Legislatively Speaking
By Senator, Lena C. Taylor
Over the years, the Bureau of Justice Statistics has found that on average 3% of women in federal prisons and 4% of those in state prisons were pregnant upon arrival. According to a story written in 2015 in the Guardian, the number of women who cycle through US jails is increasing by approximately 1.6% each year, to 109,100 in 2014, while the number of women in prisons has risen nearly tenfold in the past 40 years, to 111,300 in 2013.
It’s an alarming trend that has required that states rethink how we address the needs of pregnant women while incarcerated and ensure a safe delivery and birth for these pregnancies. States have begun to better understand the restrictions and confinement inherent in prisons and how they can make pregnancy and birthing traumatic. One such confinement technique has been under scrutiny for over 20 years. The practice of shackling pregnant inmates, whether through the use of ankle irons, handcuffs, or belly chains, during both the pregnancy and delivery process, has been under review. In fact by 2010, at least 10 states had passed anti-shackling legislation and today that number tops 26 legislative bodies that have looked at this issue and made the decision to do something.
Currently, In Wisconsin, there is no statutory guidance on how correctional facilities restrain pregnant women. This is out of step with correctional practices nationwide. Federal agencies such as the U.S. Marshal Service, Federal Bureau of Prisons, and Immigration and Customs Enforcement all have policies that restrict shackling pregnant individuals. In fact, a recent lawsuit alleges that at least 40 women in Wisconsin have been shackled while giving birth since 2011.

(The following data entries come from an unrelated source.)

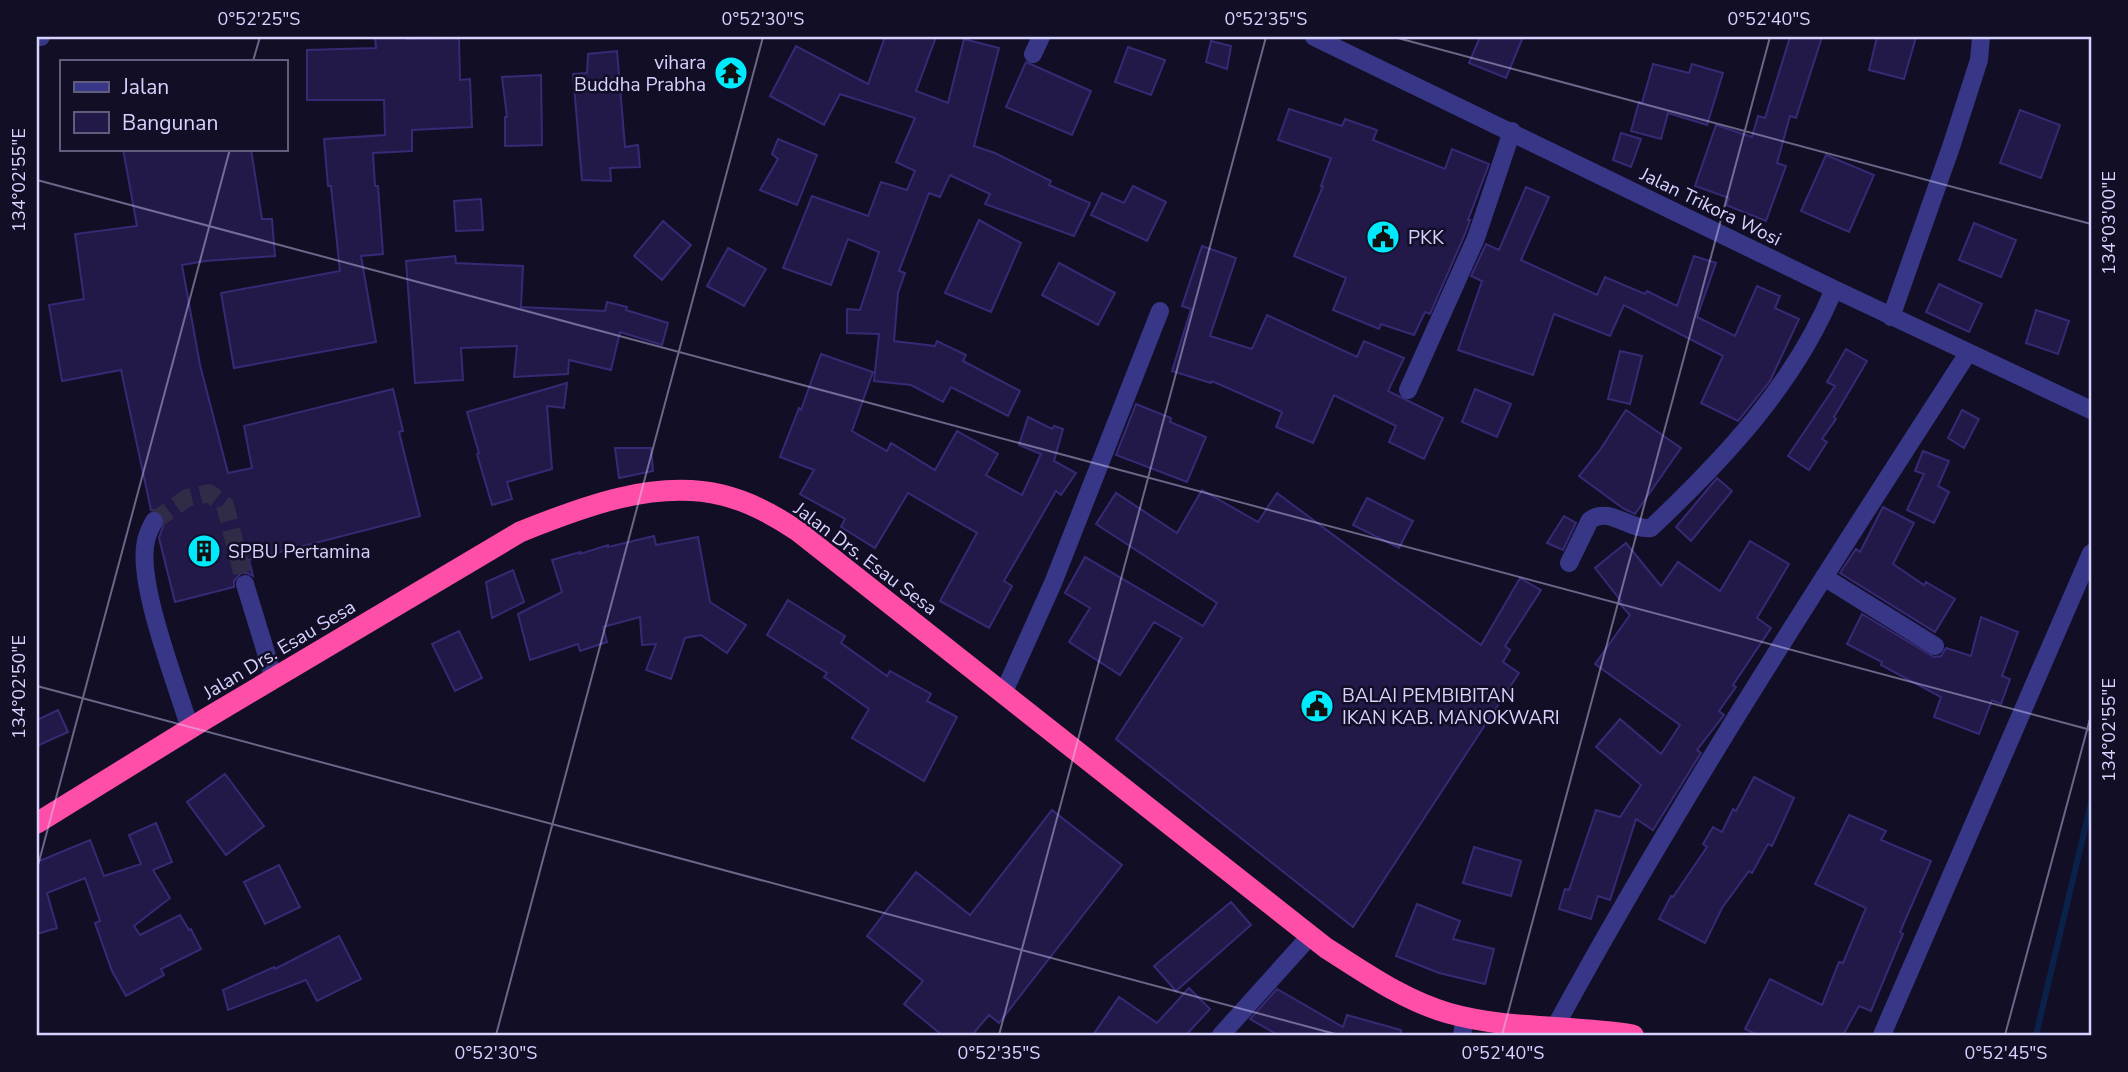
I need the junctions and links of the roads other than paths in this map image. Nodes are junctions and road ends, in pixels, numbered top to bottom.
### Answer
1 (1041, 37) edge
2 (1314, 37) edge
3 (1981, 37) edge
4 (1033, 54) dead end
5 (1512, 131) junction
6 (1834, 289) junction
7 (1160, 311) dead end
8 (1891, 317) junction
9 (1968, 353) junction
10 (1408, 390) dead end
11 (2091, 410) edge
12 (154, 521) tunnel mouth
13 (2091, 554) edge
14 (1569, 563) dead end
15 (1824, 577) junction
16 (245, 584) tunnel mouth
17 (1935, 646) dead end
18 (274, 679) junction
19 (1003, 694) junction
20 (190, 729) junction
21 (37, 823) edge
22 (1311, 935) junction
23 (1464, 1026) edge
24 (1554, 1029) junction
25 (1221, 1035) edge
26 (1633, 1035) edge
27 (1882, 1035) edge

1 - 4 street
2 - 5 street, Jalan Trikora Wosi
3 - 8 street
5 - 6 street, Jalan Trikora Wosi
5 - 10 street
6 - 8 street, Jalan Trikora Wosi
6 - 14 street
7 - 19 street
8 - 9 street, Jalan Trikora Wosi
9 - 11 street, Jalan Trikora Wosi
9 - 15 street
12 - 20 street
13 - 27 street
15 - 17 street
15 - 24 street
16 - 18 street
18 - 19 highway, Jalan Drs. Esau Sesa
18 - 20 highway, Jalan Drs. Esau Sesa
19 - 22 highway, Jalan Drs. Esau Sesa
20 - 21 highway, Jalan Drs. Esau Sesa
22 - 23 highway, Jalan Drs. Esau Sesa
22 - 25 street
23 - 24 highway, Jalan Drs. Esau Sesa
24 - 26 highway, Jalan Drs. Esau Sesa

In one case, a woman was shackled and handcuffed during 21 hours of labor. In another instance, corrections officers overruled medical staffs’ request to remove a patient’s belly-chain—a device which ties a person’s wrists to their waist and attaches iron shackles to their legs. As a result, hospital staff had difficultly administering an epidural and providing necessary medical care. This lawsuit is just one of three shackling-related lawsuits Milwaukee County jails have faced in recent years.
That is why I introduced Senate Bill 363, which would restrict shackling of pregnant and postpartum women. In addition, it would allow incarcerated women who are pregnant or have recently given birth, access to certain health and emotional services through something known as doula support. A doula is a trained professional who provides continuous physical, emotional and informational support, but not medical care, to a mother before, during, and shortly after childbirth. Choices in Childbirth, a maternal health advocacy organization, notes that doula services can reduce the need for caesarean births by 28 percent. Given that the additional cost to Medicaid for each caesarean birth is $4,459—generally 50 percent more expensive than vaginal births—the support from doula services, along with the mitigated harm from shackling, can provide significant cost savings.
Shackling women who are giving birth is cruel, dangerous, and rarely necessary. Through this bill, we have an ability to create better health outcomes for both the mother and child, while saving taxpayer dollars through reduced health care expenditures and reduced litigation costs. Bottom line, the shackling of women is unsafe and inhumane.